_Data records_:

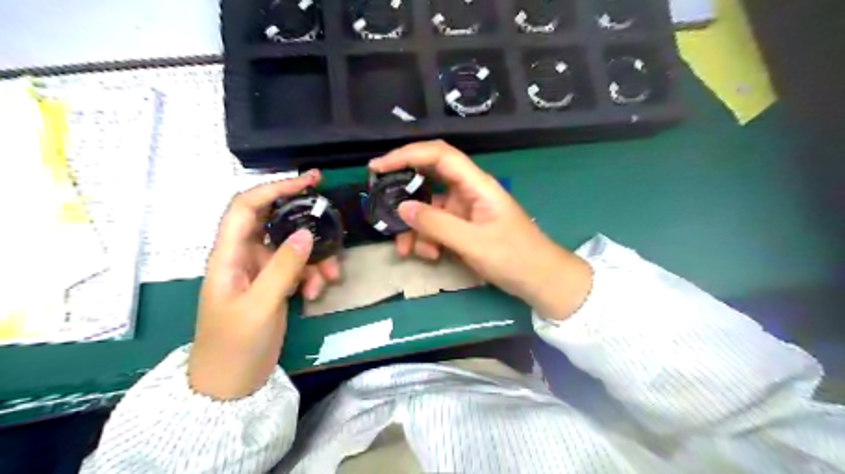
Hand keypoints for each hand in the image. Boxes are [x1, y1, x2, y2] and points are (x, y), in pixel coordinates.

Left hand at [188, 170, 339, 399]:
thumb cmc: (235, 345)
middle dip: (306, 223)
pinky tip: (317, 293)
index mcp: (228, 255)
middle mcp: (243, 256)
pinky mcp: (273, 285)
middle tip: (333, 219)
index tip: (309, 182)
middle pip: (275, 223)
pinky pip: (297, 268)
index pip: (246, 206)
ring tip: (330, 277)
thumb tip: (308, 232)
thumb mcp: (260, 305)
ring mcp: (260, 271)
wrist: (230, 385)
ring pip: (293, 248)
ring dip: (315, 257)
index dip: (275, 188)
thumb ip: (283, 267)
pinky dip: (312, 275)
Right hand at [371, 138, 591, 320]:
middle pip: (428, 179)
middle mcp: (468, 191)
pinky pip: (436, 226)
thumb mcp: (473, 243)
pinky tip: (429, 255)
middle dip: (404, 195)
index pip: (438, 155)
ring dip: (414, 227)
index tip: (378, 167)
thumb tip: (401, 208)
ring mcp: (465, 210)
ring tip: (407, 250)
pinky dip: (426, 238)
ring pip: (428, 208)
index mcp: (476, 184)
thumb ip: (436, 224)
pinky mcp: (463, 227)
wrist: (540, 280)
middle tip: (382, 209)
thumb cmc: (514, 257)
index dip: (406, 154)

_Exercise description_: Could you copy out every line in the listing where the word "index" appears?

_Response below_:
index mcp: (228, 255)
index tip: (309, 182)
index pip: (246, 206)
index dip: (275, 188)
index pip: (438, 155)
index tip: (378, 167)
index mcp: (476, 184)
index dip: (406, 154)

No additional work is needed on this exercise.